Problem
Nothing in the records may be changed; retype them in full.

*** Opening of Given data ***

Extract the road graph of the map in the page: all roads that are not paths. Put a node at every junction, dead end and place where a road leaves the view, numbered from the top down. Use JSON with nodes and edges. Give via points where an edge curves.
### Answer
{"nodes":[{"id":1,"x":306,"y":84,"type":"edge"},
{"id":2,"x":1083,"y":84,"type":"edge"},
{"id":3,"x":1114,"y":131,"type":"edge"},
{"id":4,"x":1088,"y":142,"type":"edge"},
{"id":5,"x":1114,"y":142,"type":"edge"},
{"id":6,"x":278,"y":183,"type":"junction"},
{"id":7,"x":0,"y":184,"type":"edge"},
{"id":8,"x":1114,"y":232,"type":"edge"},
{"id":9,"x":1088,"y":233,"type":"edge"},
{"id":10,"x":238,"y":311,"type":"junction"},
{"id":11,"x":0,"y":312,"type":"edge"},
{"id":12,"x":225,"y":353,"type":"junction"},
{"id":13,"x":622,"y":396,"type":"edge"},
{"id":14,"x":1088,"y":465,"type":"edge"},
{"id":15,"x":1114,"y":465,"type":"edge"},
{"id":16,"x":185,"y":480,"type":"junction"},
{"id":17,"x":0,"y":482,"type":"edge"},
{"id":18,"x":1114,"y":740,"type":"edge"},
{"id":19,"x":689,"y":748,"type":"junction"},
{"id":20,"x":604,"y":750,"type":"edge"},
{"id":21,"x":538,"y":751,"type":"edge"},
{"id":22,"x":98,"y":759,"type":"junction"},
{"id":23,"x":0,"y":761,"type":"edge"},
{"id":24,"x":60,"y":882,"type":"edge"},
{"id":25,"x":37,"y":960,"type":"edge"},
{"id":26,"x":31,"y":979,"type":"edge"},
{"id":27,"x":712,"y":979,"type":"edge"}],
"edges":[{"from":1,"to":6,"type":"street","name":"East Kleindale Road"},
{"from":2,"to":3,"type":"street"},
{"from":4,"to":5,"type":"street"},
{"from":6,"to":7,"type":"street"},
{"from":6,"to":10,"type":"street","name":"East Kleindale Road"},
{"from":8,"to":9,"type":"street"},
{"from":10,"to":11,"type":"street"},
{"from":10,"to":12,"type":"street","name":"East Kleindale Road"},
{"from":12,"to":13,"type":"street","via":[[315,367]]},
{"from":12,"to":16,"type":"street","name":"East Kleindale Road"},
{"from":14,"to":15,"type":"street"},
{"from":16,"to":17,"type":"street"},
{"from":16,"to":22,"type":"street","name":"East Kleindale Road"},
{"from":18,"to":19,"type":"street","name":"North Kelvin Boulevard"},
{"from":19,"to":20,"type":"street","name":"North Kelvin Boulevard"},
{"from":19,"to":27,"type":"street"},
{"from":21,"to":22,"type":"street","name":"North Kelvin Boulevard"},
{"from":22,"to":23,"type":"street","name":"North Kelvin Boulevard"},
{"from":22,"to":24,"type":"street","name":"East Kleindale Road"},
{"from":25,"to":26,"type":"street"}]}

*** Close of Given data ***

Written answer
Extract the road graph of the map in the page: all roads that are not paths. Put a node at every junction, dead end and place where a road leaves the view, numbered from the top down. Use JSON with nodes and edges. Give via points where an edge curves.
### Answer
{"nodes":[{"id":1,"x":306,"y":84,"type":"edge"},
{"id":2,"x":1083,"y":84,"type":"edge"},
{"id":3,"x":1114,"y":131,"type":"edge"},
{"id":4,"x":1088,"y":142,"type":"edge"},
{"id":5,"x":1114,"y":142,"type":"edge"},
{"id":6,"x":278,"y":183,"type":"junction"},
{"id":7,"x":0,"y":184,"type":"edge"},
{"id":8,"x":1114,"y":232,"type":"edge"},
{"id":9,"x":1088,"y":233,"type":"edge"},
{"id":10,"x":238,"y":311,"type":"junction"},
{"id":11,"x":0,"y":312,"type":"edge"},
{"id":12,"x":225,"y":353,"type":"junction"},
{"id":13,"x":622,"y":396,"type":"edge"},
{"id":14,"x":1088,"y":465,"type":"edge"},
{"id":15,"x":1114,"y":465,"type":"edge"},
{"id":16,"x":185,"y":480,"type":"junction"},
{"id":17,"x":0,"y":482,"type":"edge"},
{"id":18,"x":1114,"y":740,"type":"edge"},
{"id":19,"x":689,"y":748,"type":"junction"},
{"id":20,"x":604,"y":750,"type":"edge"},
{"id":21,"x":538,"y":751,"type":"edge"},
{"id":22,"x":98,"y":759,"type":"junction"},
{"id":23,"x":0,"y":761,"type":"edge"},
{"id":24,"x":60,"y":882,"type":"edge"},
{"id":25,"x":37,"y":960,"type":"edge"},
{"id":26,"x":31,"y":979,"type":"edge"},
{"id":27,"x":712,"y":979,"type":"edge"}],
"edges":[{"from":1,"to":6,"type":"street","name":"East Kleindale Road"},
{"from":2,"to":3,"type":"street"},
{"from":4,"to":5,"type":"street"},
{"from":6,"to":7,"type":"street"},
{"from":6,"to":10,"type":"street","name":"East Kleindale Road"},
{"from":8,"to":9,"type":"street"},
{"from":10,"to":11,"type":"street"},
{"from":10,"to":12,"type":"street","name":"East Kleindale Road"},
{"from":12,"to":13,"type":"street","via":[[315,367]]},
{"from":12,"to":16,"type":"street","name":"East Kleindale Road"},
{"from":14,"to":15,"type":"street"},
{"from":16,"to":17,"type":"street"},
{"from":16,"to":22,"type":"street","name":"East Kleindale Road"},
{"from":18,"to":19,"type":"street","name":"North Kelvin Boulevard"},
{"from":19,"to":20,"type":"street","name":"North Kelvin Boulevard"},
{"from":19,"to":27,"type":"street"},
{"from":21,"to":22,"type":"street","name":"North Kelvin Boulevard"},
{"from":22,"to":23,"type":"street","name":"North Kelvin Boulevard"},
{"from":22,"to":24,"type":"street","name":"East Kleindale Road"},
{"from":25,"to":26,"type":"street"}]}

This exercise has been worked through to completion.